- **Exercise details**: What follows is a set of records; repeat them exactly, without the pictures.

BEGIN Supplied data

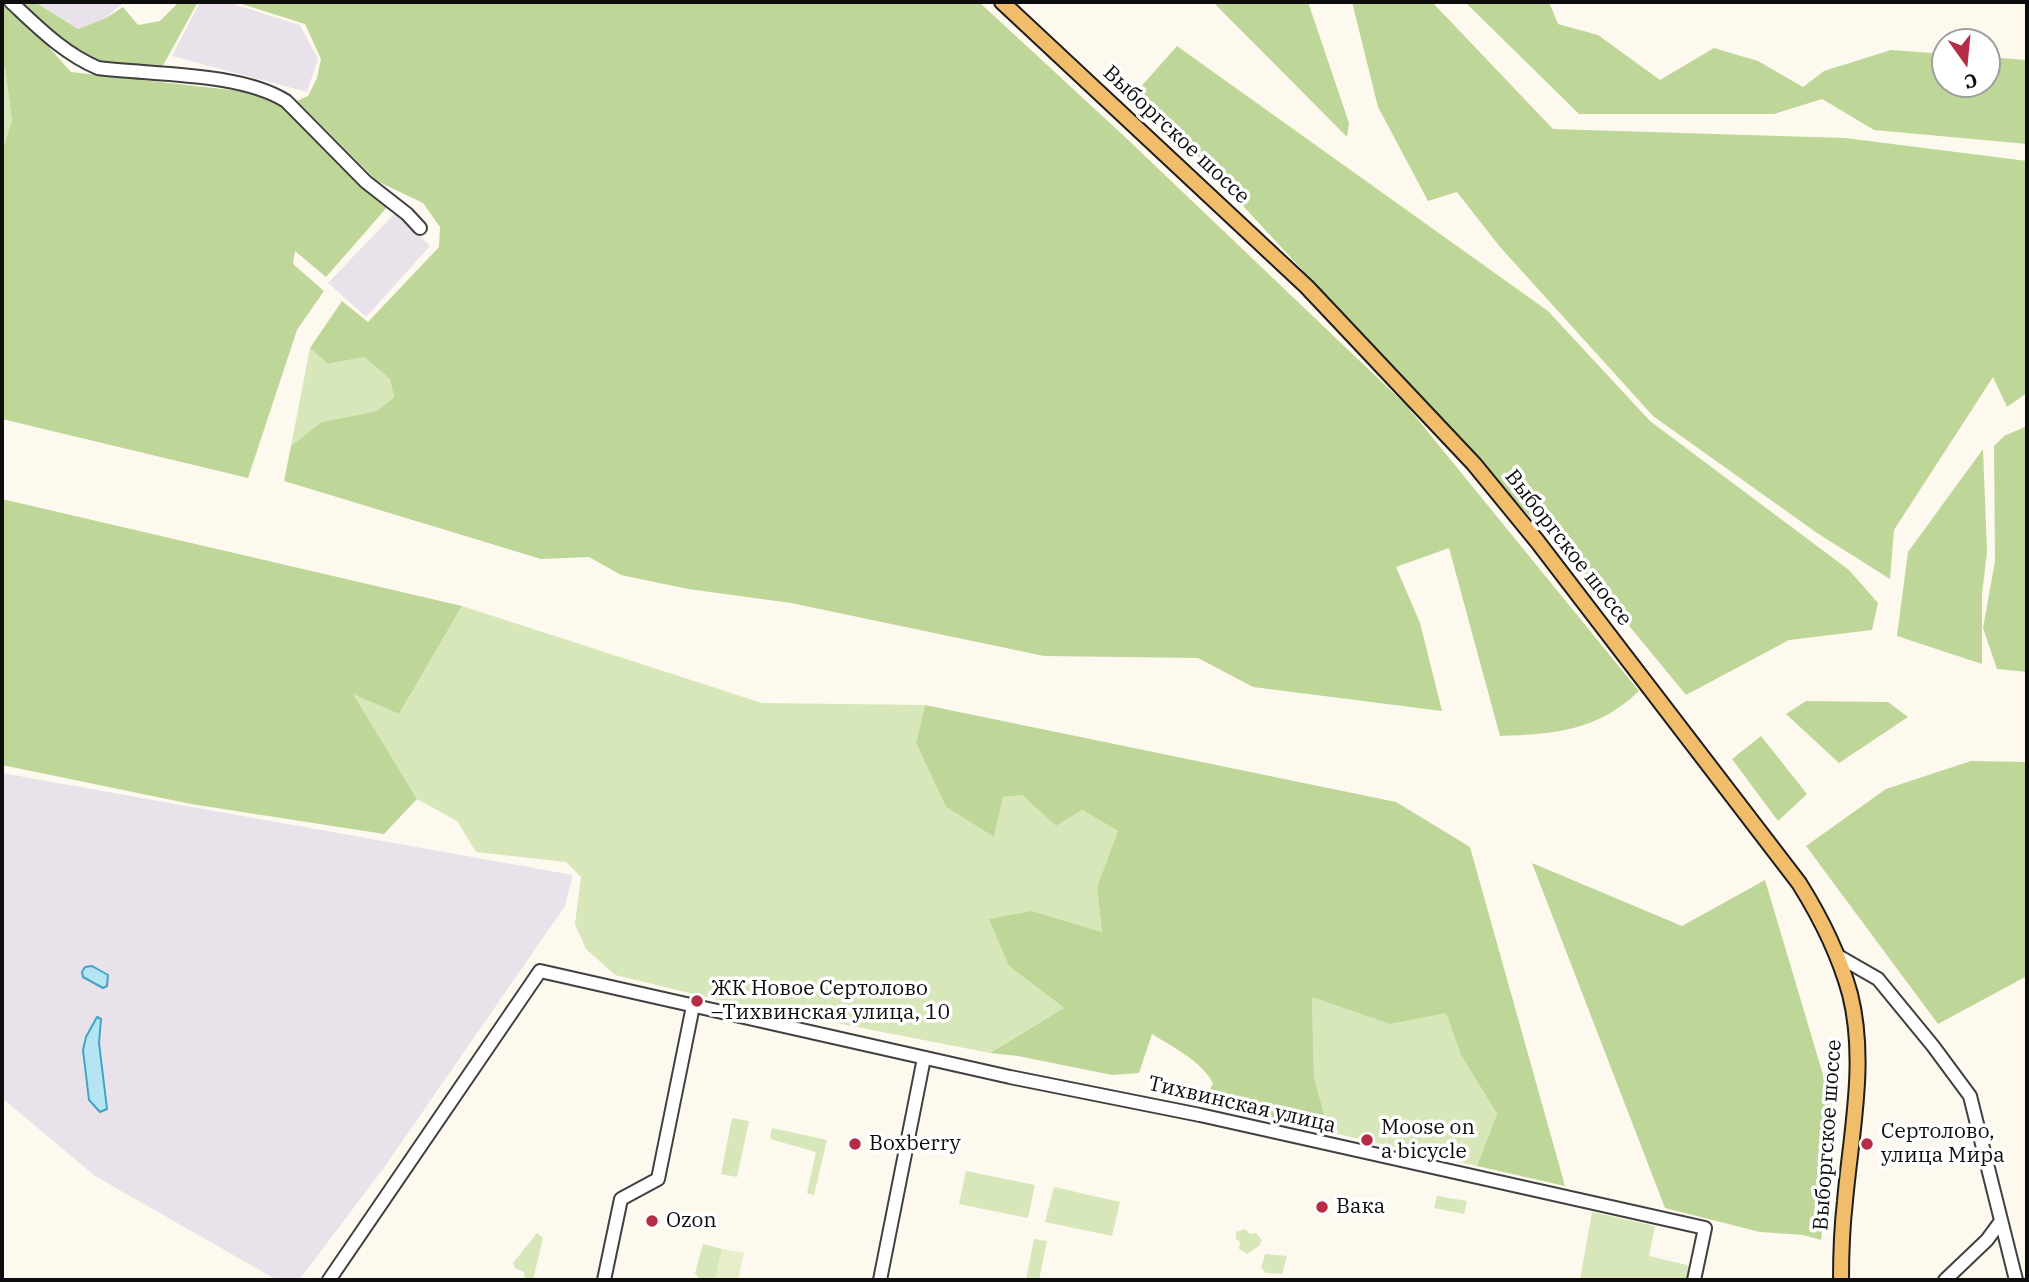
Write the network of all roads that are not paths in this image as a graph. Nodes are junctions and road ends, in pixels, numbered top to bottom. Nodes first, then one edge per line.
1 (10, 2) edge
2 (1002, 2) edge
3 (420, 228) dead end
4 (1838, 956) junction
5 (693, 1006) junction
6 (924, 1058) junction
7 (2001, 1221) junction
8 (329, 1280) edge
9 (604, 1280) edge
10 (880, 1280) edge
11 (1694, 1280) edge
12 (1843, 1280) edge
13 (1945, 1280) edge
14 (2016, 1280) edge

1 - 3 street
2 - 4 main road, Выборгское шоссе
4 - 7 street
4 - 12 main road, Выборгское шоссе
5 - 6 street, Тихвинская улица
5 - 8 street, Тихвинская улица
5 - 9 street
6 - 10 street
6 - 11 street, Тихвинская улица
7 - 13 street
7 - 14 street

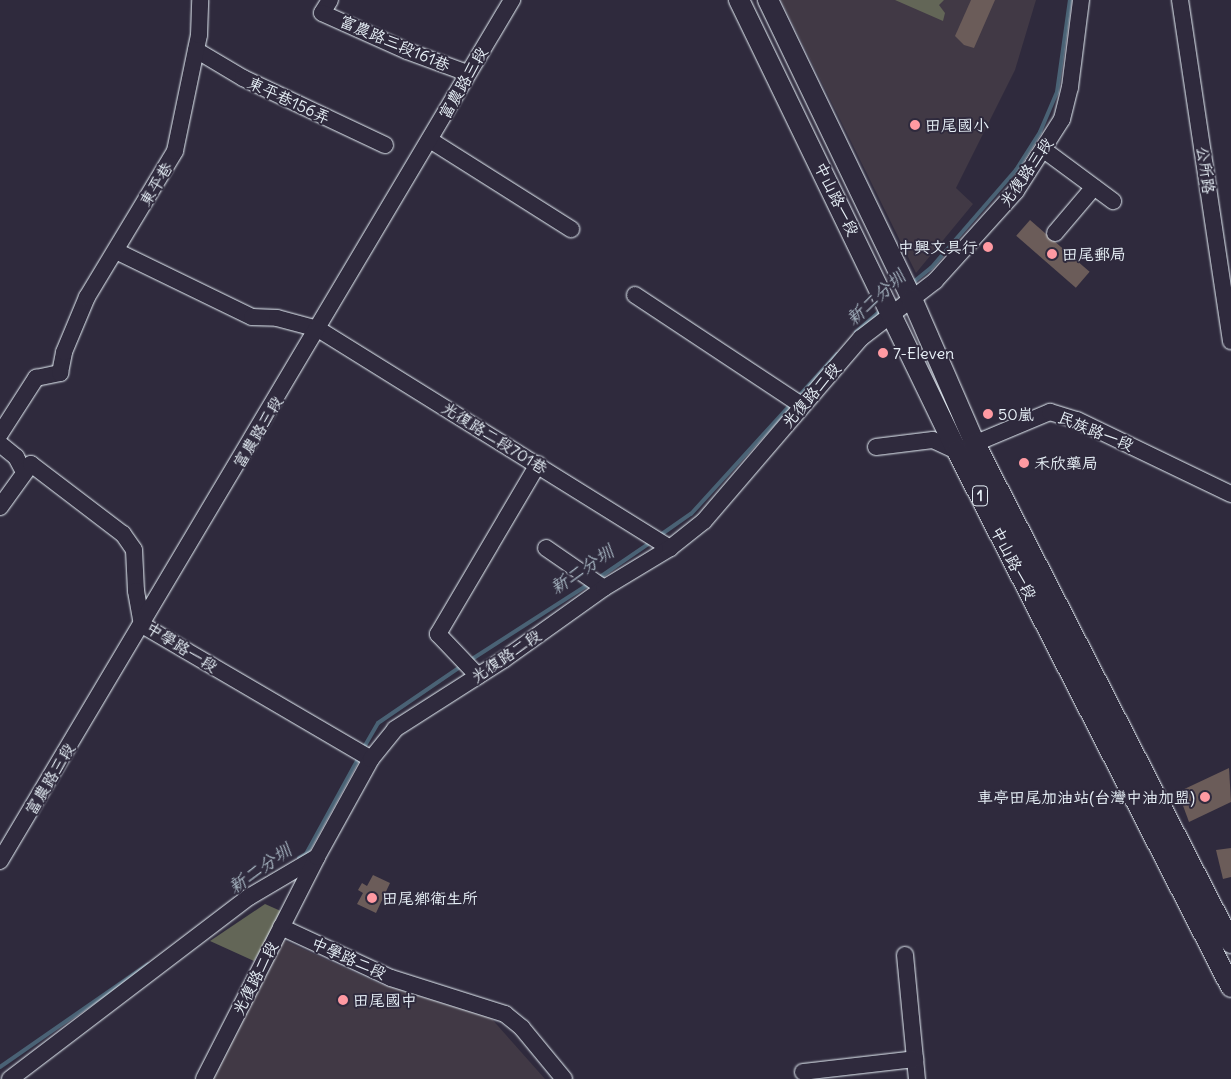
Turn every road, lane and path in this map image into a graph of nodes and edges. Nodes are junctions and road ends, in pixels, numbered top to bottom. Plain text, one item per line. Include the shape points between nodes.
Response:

END Supplied data

- **Solution to the problem**:
Write the network of all roads that are not paths in this image as a graph. Nodes are junctions and road ends, in pixels, numbered top to bottom. Nodes first, then one edge per line.
1 (10, 2) edge
2 (1002, 2) edge
3 (420, 228) dead end
4 (1838, 956) junction
5 (693, 1006) junction
6 (924, 1058) junction
7 (2001, 1221) junction
8 (329, 1280) edge
9 (604, 1280) edge
10 (880, 1280) edge
11 (1694, 1280) edge
12 (1843, 1280) edge
13 (1945, 1280) edge
14 (2016, 1280) edge

1 - 3 street
2 - 4 main road, Выборгское шоссе
4 - 7 street
4 - 12 main road, Выборгское шоссе
5 - 6 street, Тихвинская улица
5 - 8 street, Тихвинская улица
5 - 9 street
6 - 10 street
6 - 11 street, Тихвинская улица
7 - 13 street
7 - 14 street

Turn every road, lane and path in this map image into a graph of nodes and edges. Nodes are junctions and road ends, in pixels, numbered top to bottom. Plain text, one item per line. Include the shape points between nodes.
Response:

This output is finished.